(5)猫かぶりの崩壊

 あたしの冷えた心が戻らなくたって、時間は過ぎるしやらなきゃいけないことは山ほどある。


 別に圭都くんが今すぐ結婚するとかそういうわけでもないけれど、今までにない変な胸のしめつけがあたしを苦しい気持ちにさせる。だからあたしは逃げるように毎日勉強した。他のことに集中していたらなんだかちょっとだけ楽な気がする。そしてあっという間に時間は過ぎて、7月の模試に加えて期末テスト。

 学校の中を教室だったり図書室だったりと場所を変えて、集中力を保つ。図書室で勉強しながらふと窓の外を見ると、グラウンドでは野球部やサッカー部、陸上部なんかが練習している様子が見える。

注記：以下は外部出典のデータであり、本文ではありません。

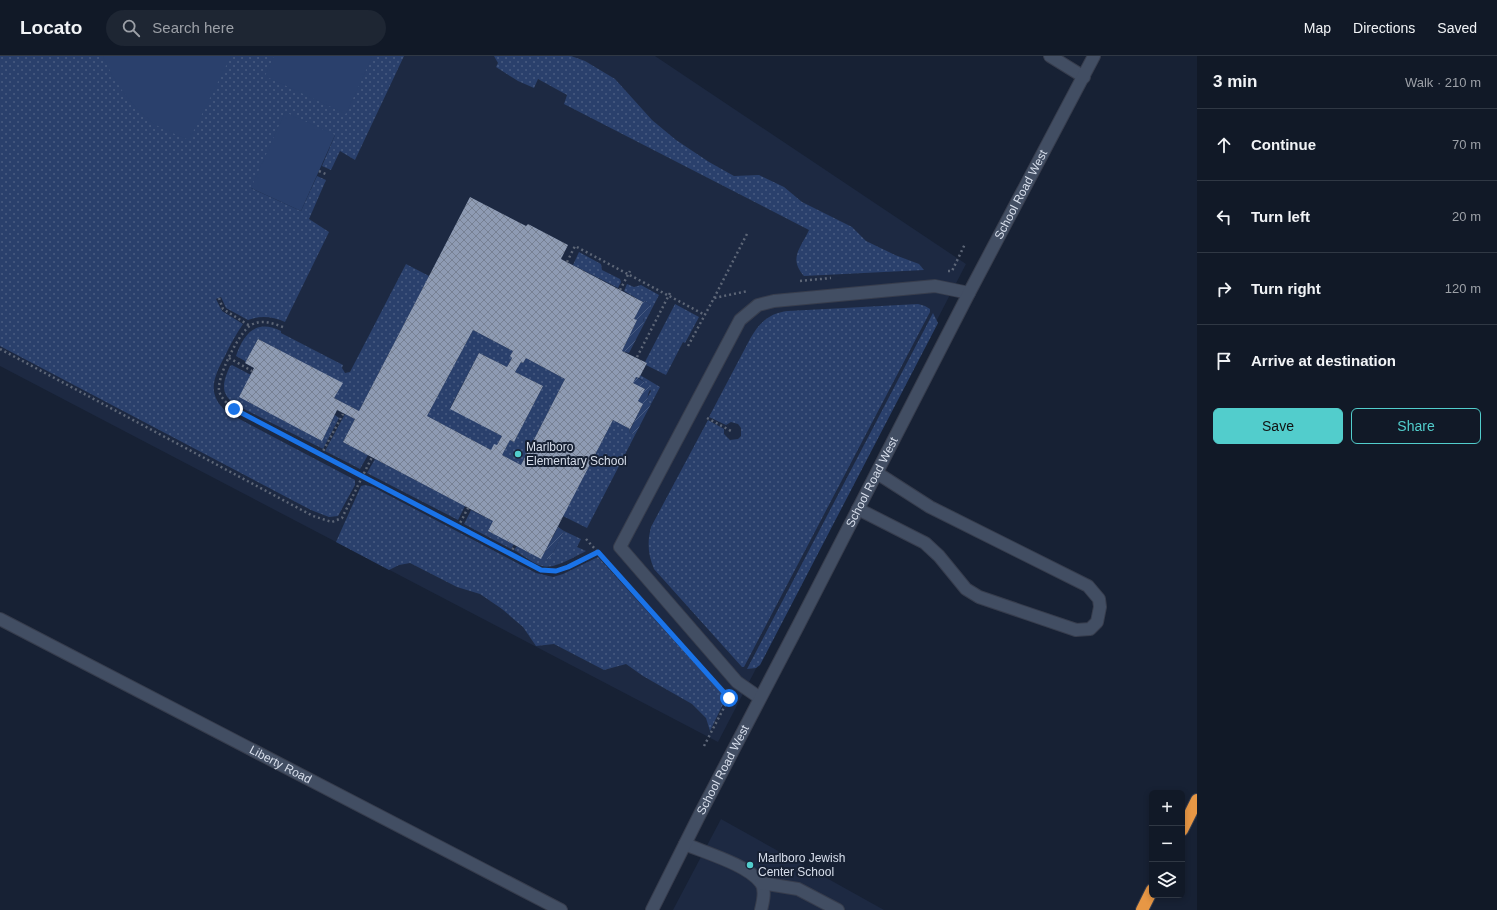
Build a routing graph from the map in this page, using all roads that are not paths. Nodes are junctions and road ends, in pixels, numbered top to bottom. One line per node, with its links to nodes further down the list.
1 (1050, 56): 3 (street)
2 (1094, 56): 3 (street, School Road West)
3 (1084, 77): 4 (street, School Road West)
4 (969, 293): 5 (street, School Road West); 8 (street)
5 (876, 473): 6 (street, School Road West); 6 (street)
6 (858, 509): 8 (street, School Road West)
7 (0, 619): 14 (street, Liberty Road)
8 (760, 698): 11 (street, School Road West)
9 (1197, 800): 10 (highway)
10 (1184, 826)
11 (685, 844): 12 (street); 15 (street, School Road West)
12 (762, 883): 16 (street); 17 (street)
13 (1149, 896): 18 (highway)
14 (561, 910)
15 (652, 910)
16 (761, 910)
17 (838, 910)
18 (1142, 910)

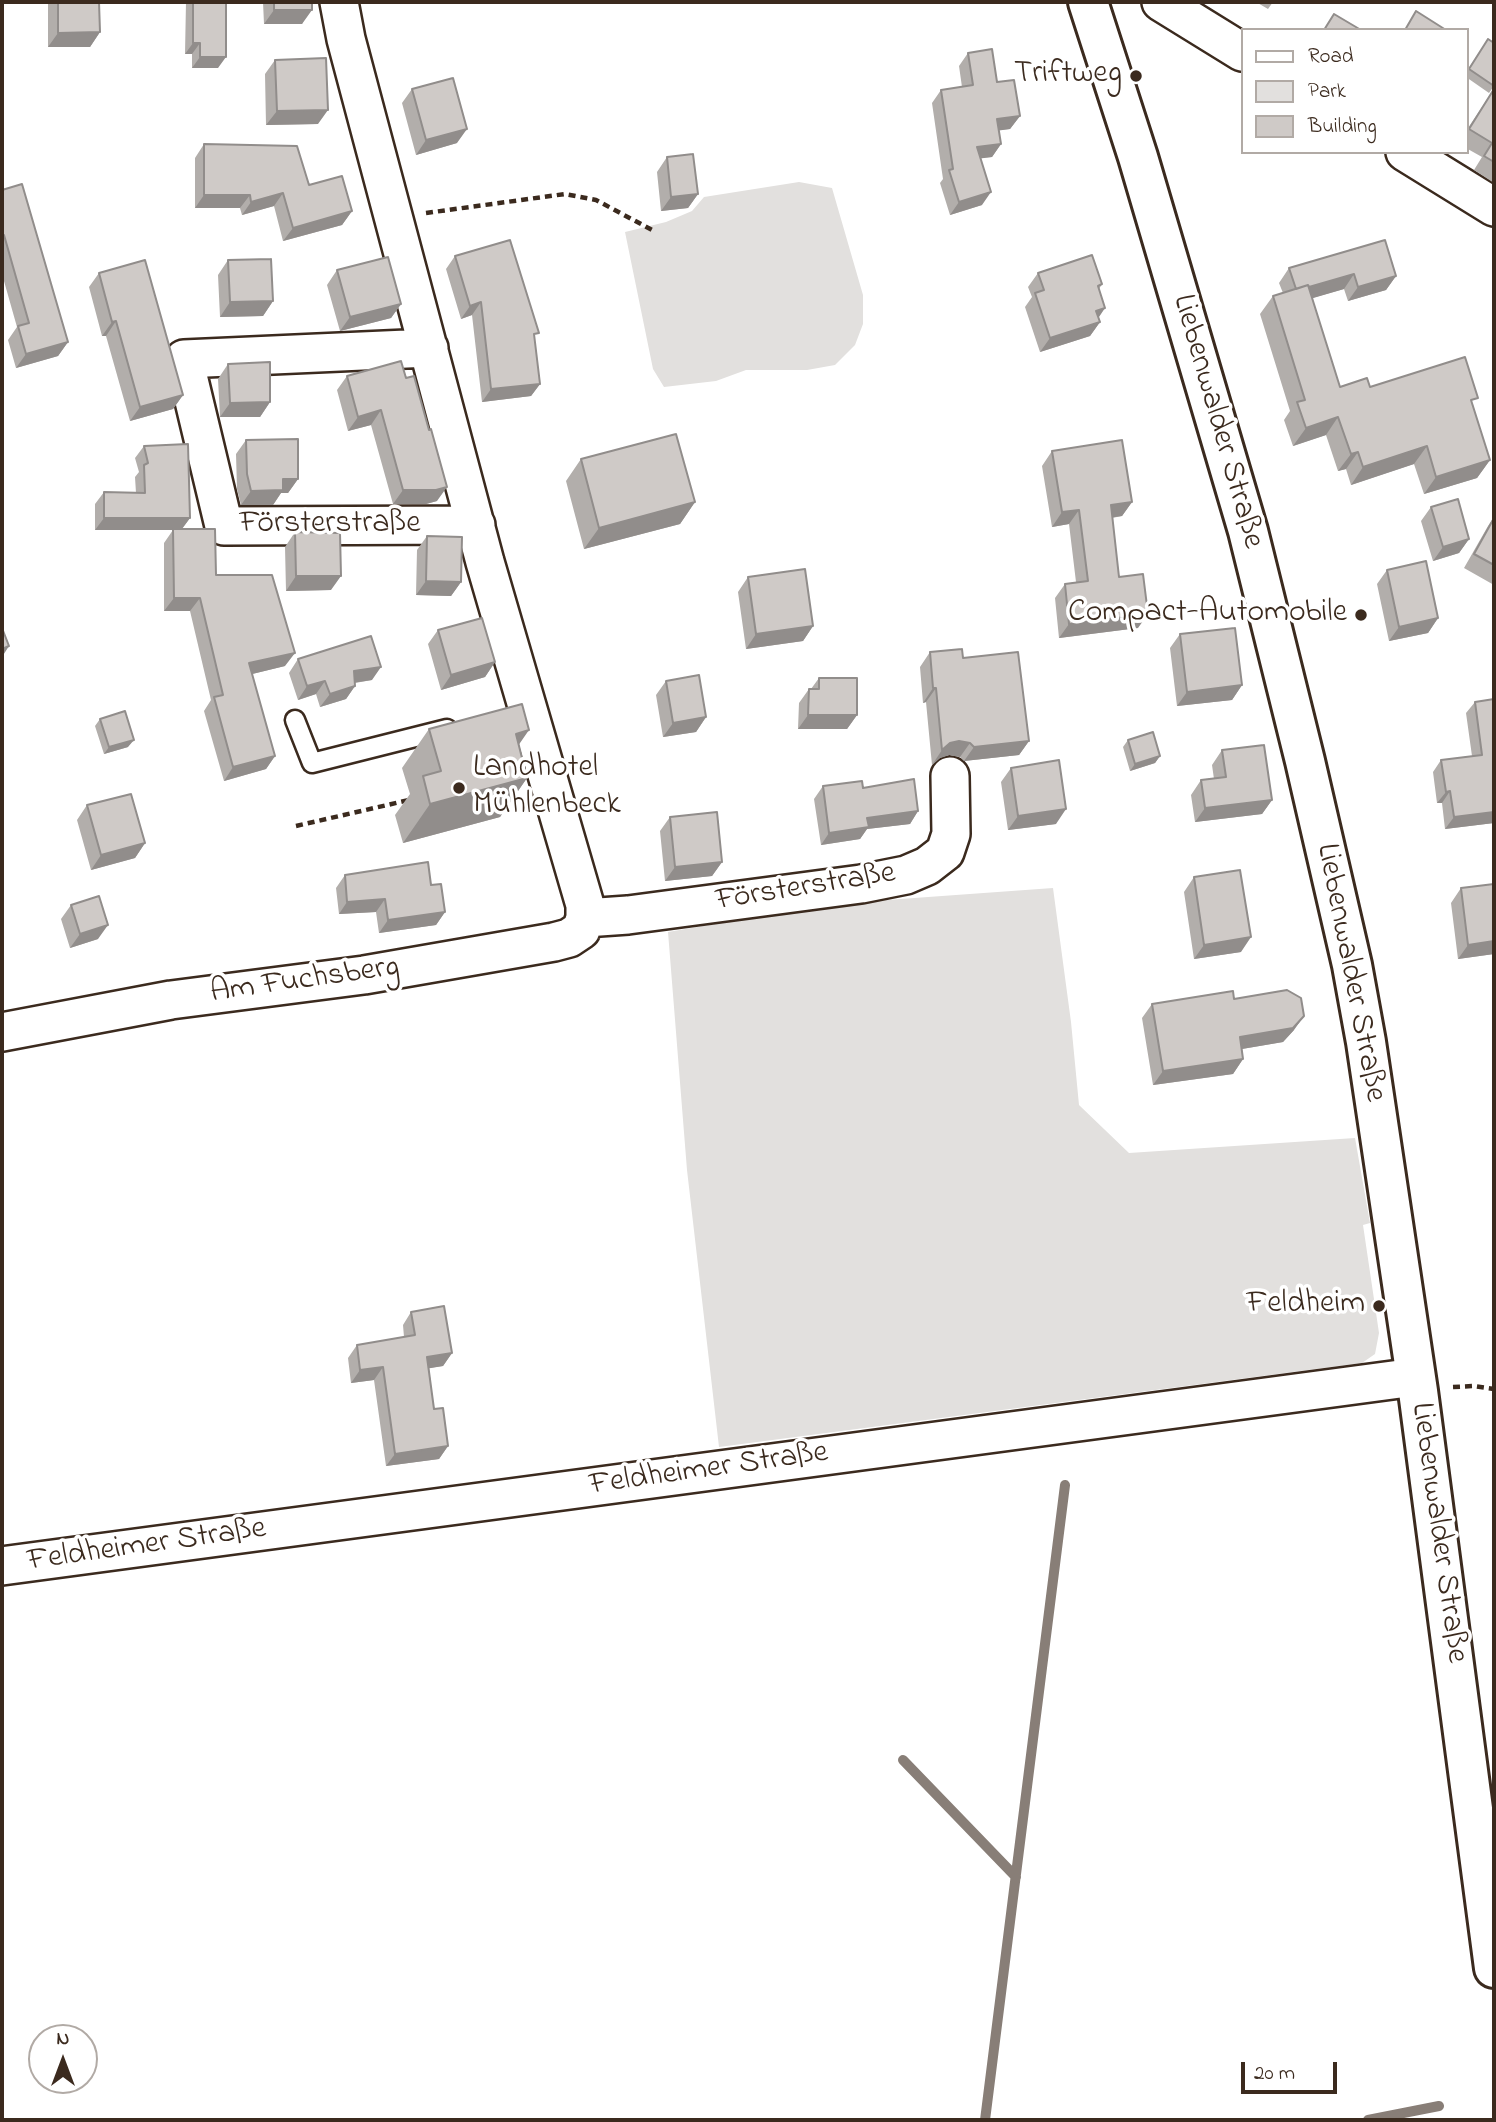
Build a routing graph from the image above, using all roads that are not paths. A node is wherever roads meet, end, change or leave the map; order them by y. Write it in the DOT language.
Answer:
graph roads {
  1 [pos="339,2"];
  2 [pos="1088,2"];
  3 [pos="1161,2"];
  4 [pos="1240,51"];
  5 [pos="1408,154"];
  6 [pos="1494,206"];
  7 [pos="429,348"];
  8 [pos="476,525"];
  9 [pos="295,720"];
  10 [pos="460,725"];
  11 [pos="950,776"];
  12 [pos="585,912"];
  13 [pos="2,1032"];
  14 [pos="1415,1377"];
  15 [pos="2,1566"];
  16 [pos="1484,1804"];
  17 [pos="1494,1968"];
  1 -- 7 [label="street"];
  2 -- 14 [label="main road, Liebenwalder Straße"];
  3 -- 4 [label="street"];
  5 -- 6 [label="street"];
  7 -- 8 [label="street"];
  7 -- 8 [label="street, Försterstraße"];
  8 -- 12 [label="street"];
  9 -- 10 [label="lane"];
  11 -- 12 [label="street, Försterstraße"];
  12 -- 13 [label="street, Am Fuchsberg"];
  14 -- 15 [label="street, Feldheimer Straße"];
  14 -- 16 [label="main road, Liebenwalder Straße"];
  16 -- 17 [label="main road, Liebenwalder Straße"];
}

 あたしは帰宅部だけど、部活やってる人はもっと忙しくて大変だろうなあ。来週にはテスト直前になるから部活動も原則停止になる。そしたらゆーこちゃんと勉強しよう。

 そう思って、再びひとりでテスト勉強に戻る。


 そうこうしているうちにその来週になり、ゆーこちゃんとの勉強会も無事行われて、模試も終わる。

 そしてやっと定期テストも終わった放課後。

 他にすることもなくてずっと勉強していたあたしは結構手ごたえがあって満足していた。

 圭都くんを日曜日に起こす役目は続けていたけれど、さすがにテスト前は彼の部屋に入り浸ったりせずに自分の部屋で大人しくしていたから正直圭都くん不足だ。

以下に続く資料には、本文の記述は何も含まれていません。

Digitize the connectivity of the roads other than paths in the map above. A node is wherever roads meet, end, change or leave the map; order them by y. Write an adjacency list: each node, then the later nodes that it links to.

 次の日曜は思いっきりくっついていよう。……じゃないと、まだ何かが変なあたしの心がもっと変になってしまいそう。


「あっ、山田さーん」


 急に声をかけられて顔を上げると、クラス委員長の女子があたしに色紙を差し出した。


「なあに、これ?」

「あのね、担任が今度結婚すんだって。だからクラス全員のお祝いメッセージを集めてるの。山田さんも空いてるトコに書いてくれる?」


 結婚。今一番聞きたくないワードに、ひゅっと体が硬くなる。なんで今。先生、なんで今なのさ……?


「……山田さん?」

「まだ若いのに……25歳で結婚は早いよ、早まってるよ……!」

「ええ? い、いやでもなんか、学生時代から大分長く付き合ってたらしい、よ……?」


 だから早くないってか。知らんどうでもいい。

 様子がおかしいあたしに戸惑っている委員長から色紙を受け取ると、あたしは心のこもっていない「おめでとうございます」を書きなぐった。

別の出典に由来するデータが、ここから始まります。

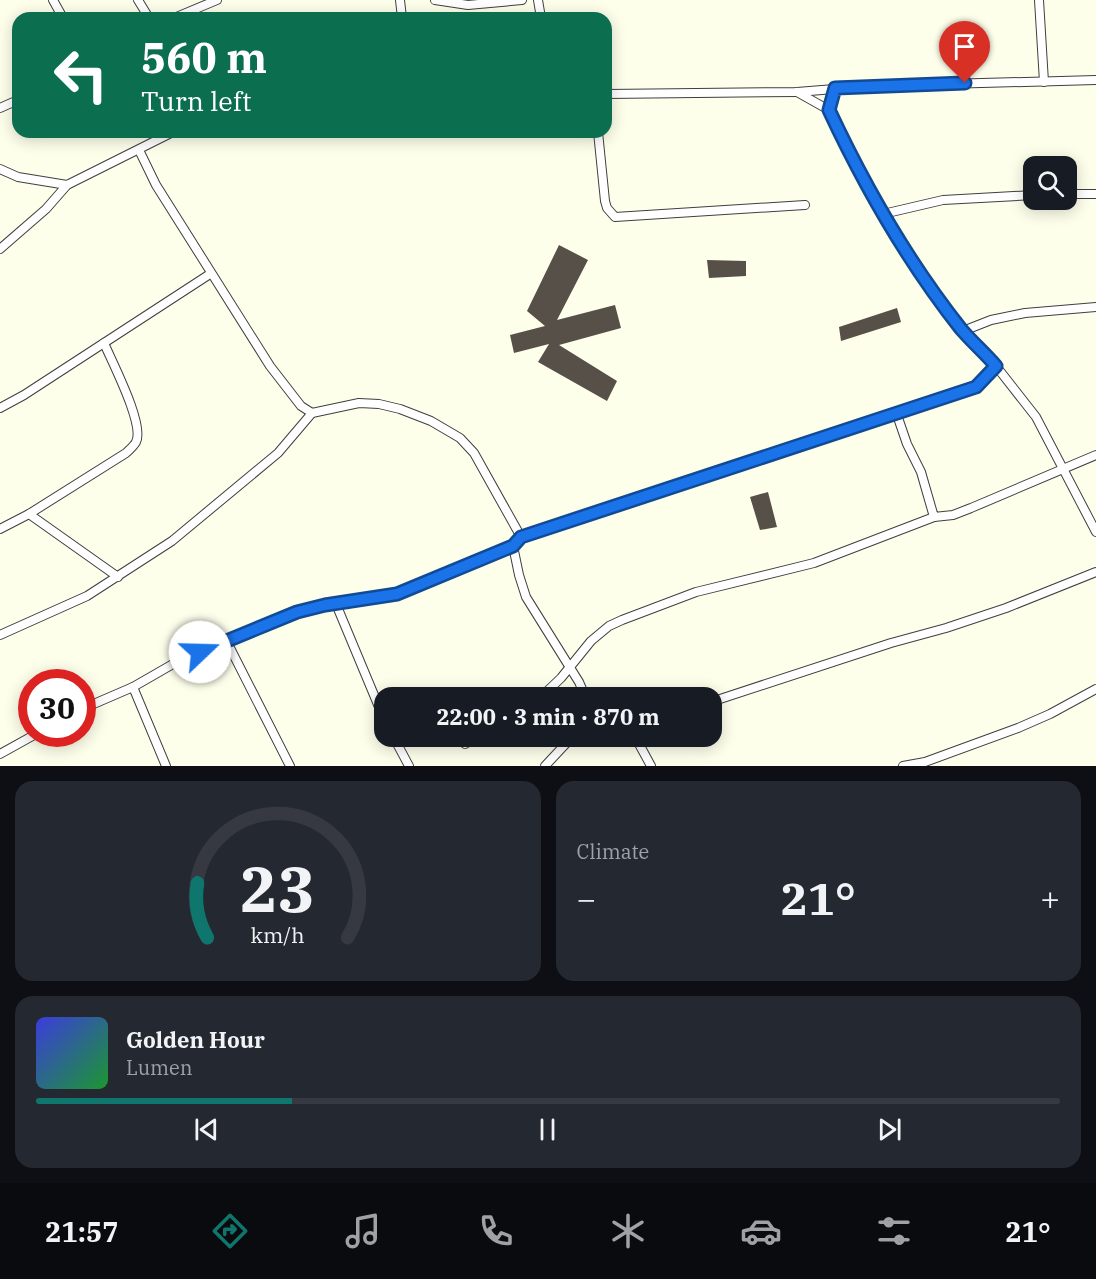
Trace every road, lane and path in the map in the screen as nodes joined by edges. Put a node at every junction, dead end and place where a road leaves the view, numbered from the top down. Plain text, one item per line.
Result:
1 (217, 0) edge
2 (437, 0) edge
3 (522, 0) edge
4 (1040, 0) edge
5 (188, 12) edge
6 (1096, 80) edge
7 (1044, 82) junction
8 (835, 88) junction
9 (797, 92) junction
10 (612, 94) edge
11 (829, 110) junction
12 (162, 138) edge
13 (599, 138) edge
14 (139, 150) junction
15 (0, 168) edge
16 (67, 185) junction
17 (1077, 194) edge
18 (1096, 194) edge
19 (1023, 196) edge
20 (805, 205) dead end
21 (883, 214) junction
22 (0, 249) edge
23 (210, 274) junction
24 (1096, 307) edge
25 (963, 331) junction
26 (104, 344) junction
27 (996, 366) junction
28 (0, 408) edge
29 (896, 412) junction
30 (312, 413) junction
31 (1096, 455) edge
32 (1064, 470) junction
33 (29, 514) junction
34 (934, 517) junction
35 (0, 529) edge
36 (1096, 532) edge
37 (521, 537) junction
38 (513, 546) junction
39 (1096, 572) edge
40 (118, 577) junction
41 (336, 604) junction
42 (0, 635) edge
43 (227, 642) junction
44 (569, 666) junction
45 (133, 687) junction
46 (552, 687) edge
47 (580, 687) edge
48 (1096, 689) edge
49 (374, 695) edge
50 (722, 698) edge
51 (96, 703) edge
52 (18, 744) edge
53 (399, 747) edge
54 (563, 747) edge
55 (641, 747) edge
56 (0, 754) edge
57 (166, 766) edge
58 (290, 766) edge
59 (409, 766) edge
60 (545, 766) edge
61 (651, 766) edge
62 (903, 766) edge

1 - 5 street
2 - 3 street
4 - 7 street
6 - 7 street
7 - 8 street
8 - 9 street
8 - 11 street
9 - 10 street
9 - 11 street
11 - 21 street
12 - 14 street
13 - 20 street
14 - 16 street
14 - 23 street
15 - 16 street
16 - 22 street
17 - 18 street
19 - 21 street
21 - 25 street
23 - 26 street
23 - 30 street
24 - 25 street
25 - 27 street
26 - 28 street
26 - 33 street
27 - 29 street
27 - 32 street
29 - 34 street
29 - 37 street
30 - 37 street
30 - 40 street
31 - 32 street
32 - 34 street
32 - 36 street
33 - 35 street
33 - 40 street
34 - 44 street
37 - 38 street
38 - 41 street
38 - 44 street
39 - 50 street
40 - 42 street
41 - 43 street
41 - 49 street
43 - 45 street
43 - 58 street
44 - 46 street
44 - 47 street
45 - 51 street
45 - 57 street
48 - 62 street
52 - 56 street
53 - 59 street
54 - 60 street
55 - 61 street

 テストの結果は、模試も期末も前回よりかなり良かった。やっぱり圭都くんの言う通りだ。あたしはできると思えば無理じゃない。塾にも行かなくたって、自分で工夫して頑張ればできる。

 だけど頑張っても何しても無理なことだってある。

 あたしはどうあがいても15歳だし、念じたからって早く年を取れるわけでもない。圭都くんとの年の差は永遠に10歳だ。

 あたしが一つ大人になれば、圭都くんも一つ大人になる。いつまで経っても距離は縮まらない。


「圭都くーん、おはよー」


 いつもより力ない声で日曜の朝を知らせに行くと、彼は相変わらずベッドの中でむにゃむにゃと中途半端な返事をした。

 すっぽりかぶった毛布からはみ出ている頭。寝ぐせがついてる。可愛い。


「……圭都くん」

「うん……起きる……」


 あーあ、やっぱりこの人が好きだ。抱きつきたい。

 いつも抑えていた欲に負けて、あたしは彼の毛布を引っ張る。さすがに怒られるかもしれないと思いながらそこにもぐりこむけれど、圭都くんは何も言わなかった。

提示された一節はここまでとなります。